一、科学の観念を破り、法の内含(ないがん)を会得する
多くの同修と同じで、科学の観念が私の頭の中で大きな部分を占めています。学法するときには、法をもって科学を測るのではなく、自然科学の考え方で法を理解しようとします。頭の中に出来上がった科学の「軌道」があるかのように、注意しなければその軌道に乗ってしまい、なかなかそれを突き破ることができません。
例として、『轉法輪』の第一講にこのように説かれています。「例えて言えば、瓶びんの中に汚い物を一杯入れて、蓋をしっかり閉めてから、水に投げ入れると、底まで沈んでしまいます。中の汚い物を出せば出した分だけ瓶が浮き上がってきます。全部出せば、完全に浮き上がってきます」[1] 私はここの内容と物理学の認識とは違うと思いました。物理学では水中の物体が三つの状態「漂う状態」、「浮遊した状態」と「沈む状態」があると教わりました。物体の密度と水の密度が同じ場合には、ある高さまで浮くことができると認識しています。

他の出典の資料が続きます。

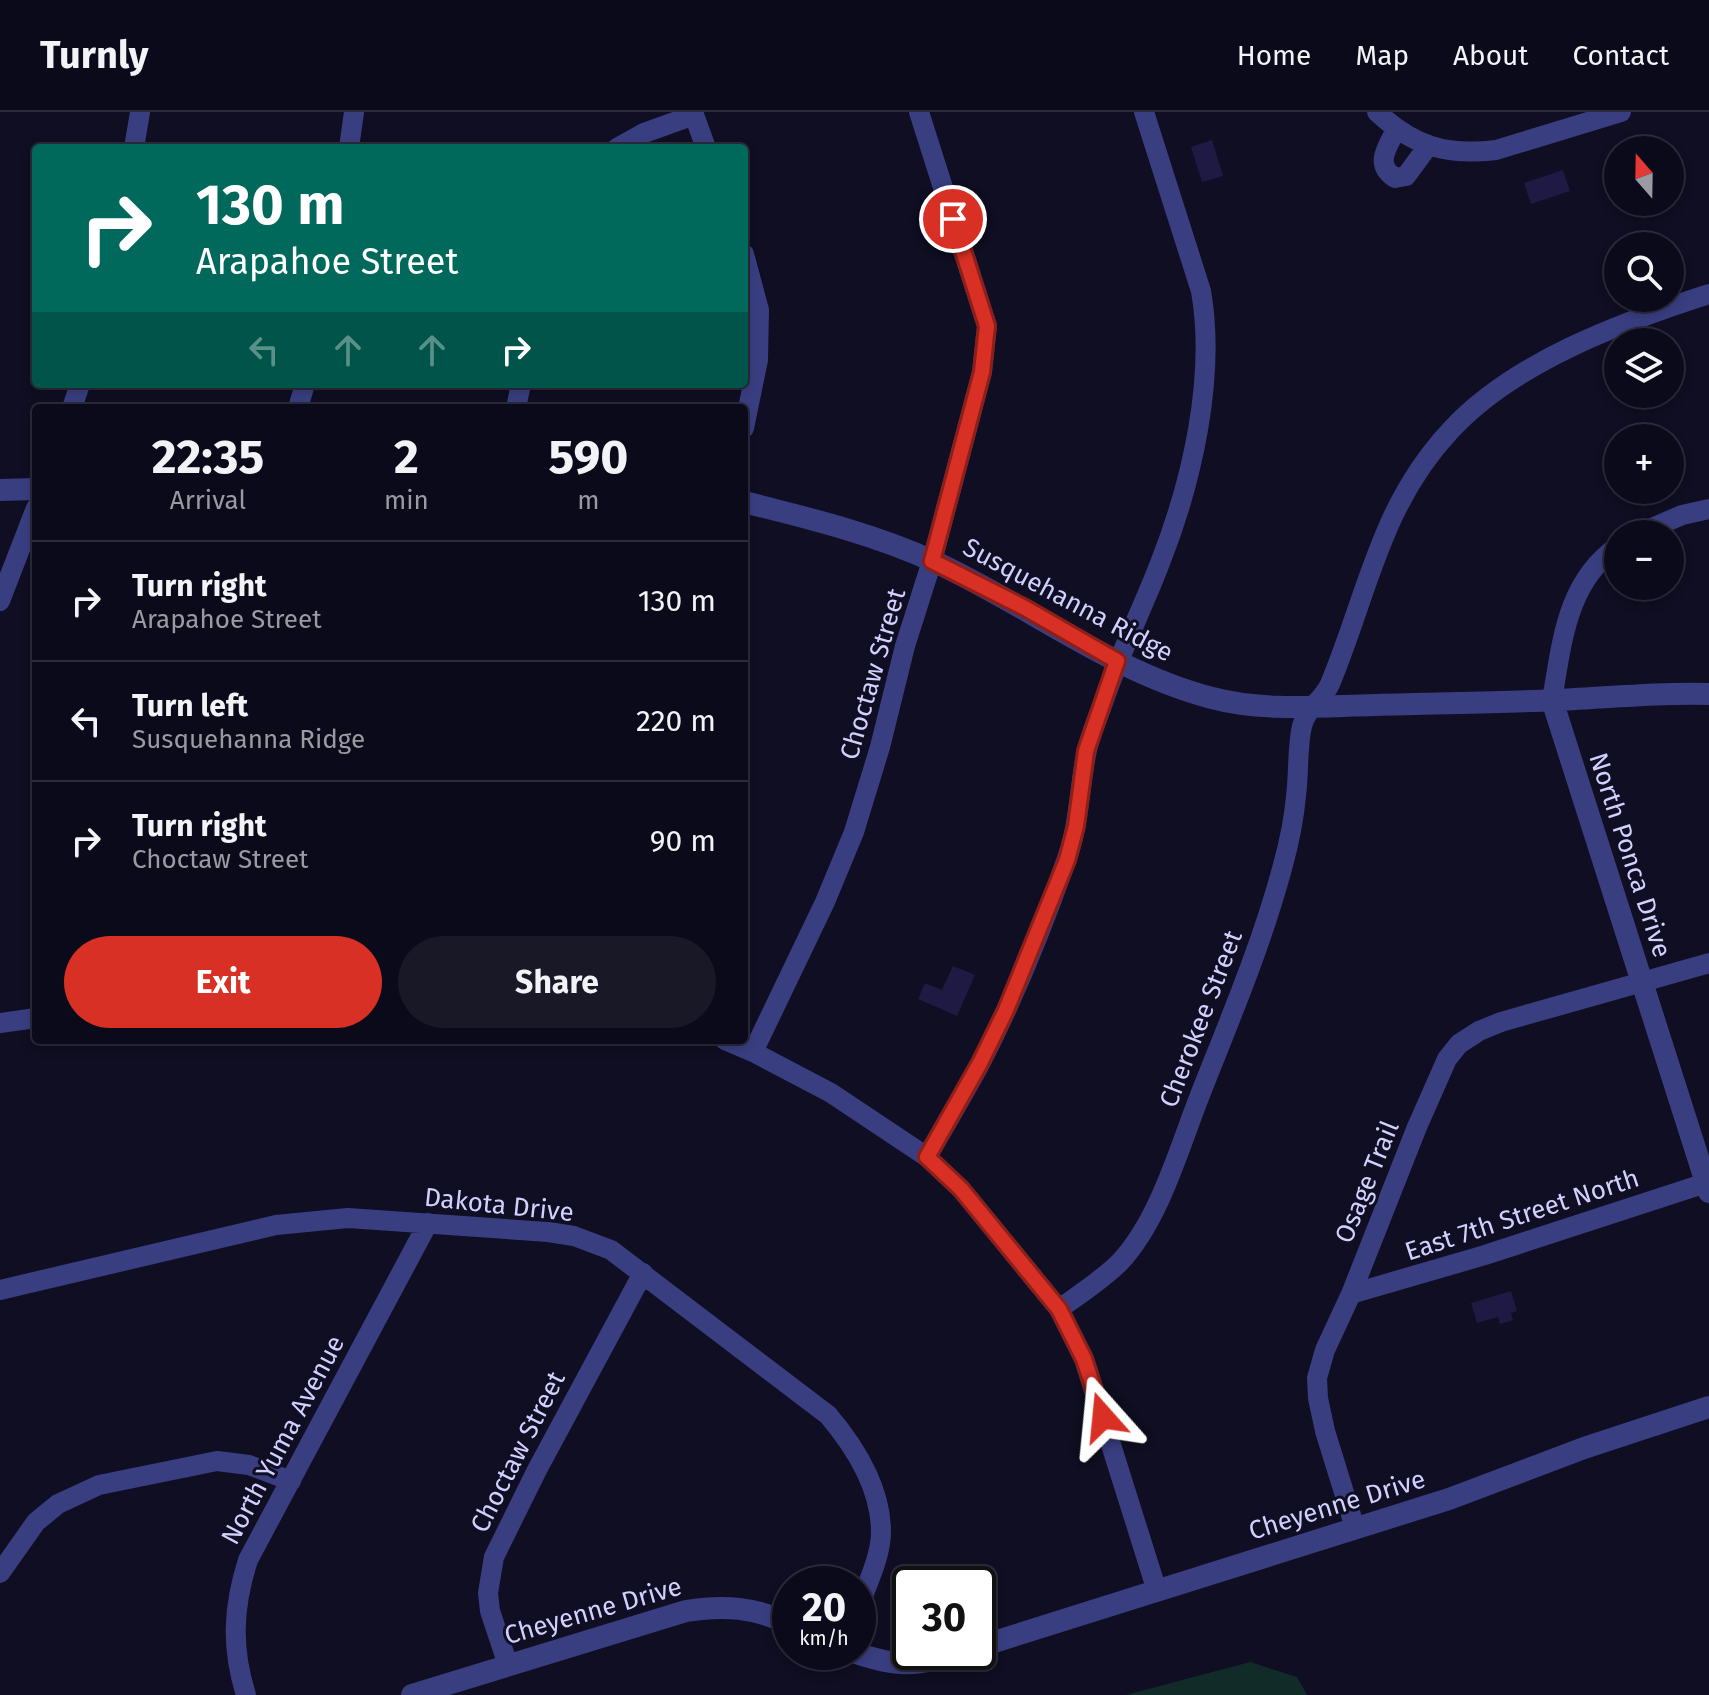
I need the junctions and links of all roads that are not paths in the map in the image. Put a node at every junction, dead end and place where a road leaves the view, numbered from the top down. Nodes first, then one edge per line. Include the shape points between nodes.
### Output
1 (140, 112) edge
2 (354, 112) edge
3 (919, 112) edge
4 (1144, 112) edge
5 (1377, 112) edge
6 (1621, 112) edge
7 (693, 114) edge
8 (135, 144) edge
9 (350, 144) edge
10 (624, 144) edge
11 (704, 144) edge
12 (748, 269) edge
13 (1709, 294) edge
14 (748, 409) edge
15 (32, 489) edge
16 (0, 490) edge
17 (748, 503) edge
18 (1709, 509) edge
19 (32, 518) edge
20 (1670, 520) edge
21 (1604, 557) edge
22 (932, 561) junction
23 (0, 601) edge
24 (1117, 661) junction
25 (1709, 694) edge
26 (1552, 700) junction
27 (1310, 707) junction
28 (1709, 963) edge
29 (1641, 981) junction
30 (32, 1019) edge
31 (0, 1023) edge
32 (734, 1044) edge
33 (753, 1052) junction
34 (927, 1157) junction
35 (1708, 1186) edge
36 (428, 1223) junction
37 (643, 1273) junction
38 (0, 1290) edge
39 (1351, 1294) junction
40 (1059, 1309) junction
41 (1709, 1407) edge
42 (291, 1481) junction
43 (1355, 1528) junction
44 (873, 1566) edge
45 (0, 1573) edge
46 (1157, 1591) junction
47 (772, 1616) edge
48 (996, 1641) edge
49 (508, 1665) junction
50 (246, 1695) edge
51 (412, 1695) edge

1 - 8 street
2 - 9 street
3 - 22 street, Choctaw Street via 987,326 982,372
4 - 24 street via 1201,291 1208,353 1185,485 1161,562
5 - 6 street via 1412,138 1455,152 1496,150
7 - 10 street
7 - 11 street
12 - 14 street via 759,310 758,360
13 - 27 street via 1595,336 1535,366 1450,430 1393,513 1329,688
15 - 16 street
17 - 22 street, Susquehanna Ridge via 834,525
18 - 20 street
19 - 23 street
21 - 26 street, North Ponca Drive via 1573,598
22 - 24 street, Susquehanna Ridge
22 - 33 street, Choctaw Street via 854,832
24 - 27 street, Susquehanna Ridge via 1215,699
24 - 34 street via 1086,751 1067,860 999,1023
25 - 26 street, Susquehanna Ridge
26 - 27 street, Susquehanna Ridge
26 - 29 street, North Ponca Drive
27 - 40 street, Cherokee Street via 1301,729 1291,828 1265,925 1157,1203 1121,1260
28 - 29 street, Osage Trail
29 - 35 street, North Ponca Drive
29 - 39 street, Osage Trail via 1501,1022 1459,1044 1417,1127
30 - 31 street
32 - 33 street
33 - 34 street via 831,1093
34 - 40 street via 961,1189
35 - 39 street, East 7th Street North
36 - 37 street, Dakota Drive via 574,1236 611,1250
36 - 38 street, Dakota Drive via 348,1218 276,1225
36 - 42 street, North Yuma Avenue
37 - 44 street, Dakota Drive via 828,1415 847,1438 875,1496 881,1533
37 - 49 street, Choctaw Street via 494,1557 490,1611
39 - 43 street, Osage Trail via 1317,1378 1325,1431
40 - 46 street via 1084,1359
41 - 43 street, Cheyenne Drive
42 - 45 street via 235,1461 217,1461 99,1485 58,1504 36,1522
42 - 50 street, North Yuma Avenue via 248,1560 238,1593 234,1638
43 - 46 street, Cheyenne Drive
46 - 48 street, Cheyenne Drive
47 - 49 street, Cheyenne Drive via 715,1606 686,1611
49 - 51 street, Cheyenne Drive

長い間、この種の問いに戸惑いを感じていましたが、その後、このように悟りました。まずは、師父が私たちに物理を教えられているのではなく、法を説かれているのです。二つ目は、人間界の水は同じ密度で、同じものと思っていましたが、大法においては異なる次元に異なる現れ方があり、修煉者はある次元にまで浄化されれば、どこまででも行けるのです。三つ目は、師父が物理学の例を挙げて、私たちに科学の観念を変えるように説いておられるのです。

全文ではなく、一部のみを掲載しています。